# PE California Postponing Exam



## PE_STR (Apr 1, 2008)

Guys,

I sent in my application to the California Board for PE Civil exam (just the Seismic and Surveying Portion) and was hoping to take it this October 2008. But they never really asked my choice and automatically set me up for the April exam (I received my exam ticket yesterday). My work is very hectic currently and I haven't even started my preparations yet.

Can I postpone the exam? I know Cal has a form for postponement, but do I send it now or after the exam? Will they let me take the exam in October? I would hate to pay the 235$ fee again? What is the correct procedure? Any help will be appreciated.

Thanks.

PE_STR


----------



## cocoloco (Apr 2, 2008)

I had to postpone it once. I had a lot of work and I knew I was not going to be able to get off work at night and sit down to study. I sent the form approximately 60 days before the exam and I was allowed to take it during the next cycle without penalty. If I was you I'd hurry up and send it now. If you send it after the test they may just say no.

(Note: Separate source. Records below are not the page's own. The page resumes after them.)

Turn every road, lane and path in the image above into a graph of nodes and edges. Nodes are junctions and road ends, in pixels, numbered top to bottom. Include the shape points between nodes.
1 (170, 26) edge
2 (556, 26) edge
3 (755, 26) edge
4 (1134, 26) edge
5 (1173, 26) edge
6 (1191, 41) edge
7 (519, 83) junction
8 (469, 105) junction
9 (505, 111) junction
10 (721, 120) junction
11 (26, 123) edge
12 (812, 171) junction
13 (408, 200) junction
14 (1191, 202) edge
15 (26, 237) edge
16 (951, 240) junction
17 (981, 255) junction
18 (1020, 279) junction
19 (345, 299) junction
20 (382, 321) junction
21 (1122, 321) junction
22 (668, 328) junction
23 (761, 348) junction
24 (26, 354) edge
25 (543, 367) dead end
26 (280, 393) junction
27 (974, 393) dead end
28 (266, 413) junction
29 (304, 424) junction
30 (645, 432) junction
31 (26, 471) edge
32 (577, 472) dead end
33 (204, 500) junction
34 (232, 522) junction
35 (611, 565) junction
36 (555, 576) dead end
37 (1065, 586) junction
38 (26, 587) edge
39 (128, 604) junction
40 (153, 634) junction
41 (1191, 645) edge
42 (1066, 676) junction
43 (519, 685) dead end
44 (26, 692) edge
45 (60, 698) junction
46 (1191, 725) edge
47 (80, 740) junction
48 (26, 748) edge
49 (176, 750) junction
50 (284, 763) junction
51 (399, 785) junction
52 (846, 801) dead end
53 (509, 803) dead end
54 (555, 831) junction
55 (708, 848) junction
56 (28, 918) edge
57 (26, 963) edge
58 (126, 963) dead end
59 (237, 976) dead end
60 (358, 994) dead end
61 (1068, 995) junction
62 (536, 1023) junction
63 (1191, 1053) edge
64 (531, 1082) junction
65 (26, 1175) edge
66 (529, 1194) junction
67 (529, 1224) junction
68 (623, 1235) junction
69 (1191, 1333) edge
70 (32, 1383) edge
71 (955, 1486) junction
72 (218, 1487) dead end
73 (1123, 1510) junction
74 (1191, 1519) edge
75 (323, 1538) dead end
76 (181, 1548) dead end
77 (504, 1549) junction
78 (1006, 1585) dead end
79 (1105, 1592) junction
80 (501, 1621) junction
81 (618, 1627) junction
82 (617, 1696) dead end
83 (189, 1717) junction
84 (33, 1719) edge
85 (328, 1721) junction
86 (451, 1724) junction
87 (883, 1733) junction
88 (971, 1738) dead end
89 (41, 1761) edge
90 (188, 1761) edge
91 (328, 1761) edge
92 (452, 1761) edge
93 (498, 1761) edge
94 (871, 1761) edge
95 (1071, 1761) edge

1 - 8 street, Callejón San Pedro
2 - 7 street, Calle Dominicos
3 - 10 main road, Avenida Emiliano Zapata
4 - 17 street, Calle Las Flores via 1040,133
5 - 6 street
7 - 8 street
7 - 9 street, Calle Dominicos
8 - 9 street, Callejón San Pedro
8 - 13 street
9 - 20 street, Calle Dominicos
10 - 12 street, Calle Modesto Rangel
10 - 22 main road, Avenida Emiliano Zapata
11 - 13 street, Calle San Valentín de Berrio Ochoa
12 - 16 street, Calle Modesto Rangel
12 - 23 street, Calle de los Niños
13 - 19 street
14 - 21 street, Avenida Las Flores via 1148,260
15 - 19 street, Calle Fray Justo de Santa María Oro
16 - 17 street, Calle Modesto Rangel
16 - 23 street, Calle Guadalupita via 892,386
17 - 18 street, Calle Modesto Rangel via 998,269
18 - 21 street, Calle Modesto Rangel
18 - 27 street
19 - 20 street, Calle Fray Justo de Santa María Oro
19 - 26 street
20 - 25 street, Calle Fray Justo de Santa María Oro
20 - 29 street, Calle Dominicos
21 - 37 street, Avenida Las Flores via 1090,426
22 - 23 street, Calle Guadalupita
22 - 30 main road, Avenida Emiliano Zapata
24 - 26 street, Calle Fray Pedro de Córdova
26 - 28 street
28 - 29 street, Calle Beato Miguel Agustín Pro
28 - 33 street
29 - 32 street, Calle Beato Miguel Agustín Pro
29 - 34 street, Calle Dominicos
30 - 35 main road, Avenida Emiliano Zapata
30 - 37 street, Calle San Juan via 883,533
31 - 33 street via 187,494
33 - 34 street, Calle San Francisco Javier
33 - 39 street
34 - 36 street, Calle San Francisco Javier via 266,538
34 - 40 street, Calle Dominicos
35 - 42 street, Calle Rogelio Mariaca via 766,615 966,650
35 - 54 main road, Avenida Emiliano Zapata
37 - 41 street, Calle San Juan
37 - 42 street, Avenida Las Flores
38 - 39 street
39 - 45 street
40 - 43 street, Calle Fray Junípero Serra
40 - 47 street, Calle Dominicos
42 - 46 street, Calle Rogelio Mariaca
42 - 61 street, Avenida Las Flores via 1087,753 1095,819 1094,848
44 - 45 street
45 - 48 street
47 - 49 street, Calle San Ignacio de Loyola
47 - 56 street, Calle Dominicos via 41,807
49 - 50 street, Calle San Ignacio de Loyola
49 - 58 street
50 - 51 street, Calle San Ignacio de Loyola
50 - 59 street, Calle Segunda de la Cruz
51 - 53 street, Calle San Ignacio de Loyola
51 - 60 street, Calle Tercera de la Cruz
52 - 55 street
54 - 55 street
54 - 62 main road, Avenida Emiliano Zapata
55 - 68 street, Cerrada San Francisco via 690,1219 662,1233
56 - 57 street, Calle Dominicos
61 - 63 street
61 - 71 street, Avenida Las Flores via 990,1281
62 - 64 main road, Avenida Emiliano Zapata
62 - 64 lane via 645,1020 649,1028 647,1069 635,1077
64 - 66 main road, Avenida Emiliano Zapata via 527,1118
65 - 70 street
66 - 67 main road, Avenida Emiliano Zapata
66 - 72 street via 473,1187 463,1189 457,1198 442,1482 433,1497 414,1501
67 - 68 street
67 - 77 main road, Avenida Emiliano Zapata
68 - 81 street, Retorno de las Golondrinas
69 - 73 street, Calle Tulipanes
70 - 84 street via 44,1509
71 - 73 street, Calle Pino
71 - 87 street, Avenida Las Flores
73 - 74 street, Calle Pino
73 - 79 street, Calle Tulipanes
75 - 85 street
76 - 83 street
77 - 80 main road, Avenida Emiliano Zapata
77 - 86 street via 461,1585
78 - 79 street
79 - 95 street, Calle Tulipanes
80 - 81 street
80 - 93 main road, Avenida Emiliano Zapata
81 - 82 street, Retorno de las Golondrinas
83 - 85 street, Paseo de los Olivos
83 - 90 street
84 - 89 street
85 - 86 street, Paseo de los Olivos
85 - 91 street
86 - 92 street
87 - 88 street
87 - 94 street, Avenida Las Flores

http://www.dca.ca.gov/pels/forms/a_postponement.pdf


----------



## rudy (Apr 2, 2008)

I thought this topic was some sort of April fool's joke. From the topic it sounded like the whole state was postponing the exam. 

When my application was approved (in Texas), I got automatically approved to take the test the following offering. That's one thing the board posted no warning of. I incorrectly assumed that I could pick the test date once approved.


----------



## cocoloco (Apr 2, 2008)

Hey PS_STR- come to think about it I faxed the form.... Something else to consider..


----------



## PE_STR (Apr 2, 2008)

cocoloco said:


> Hey PS_STR- come to think about it I faxed the form.... Something else to consider..


Thanks for the information Cocoloco. I appreciate it.


----------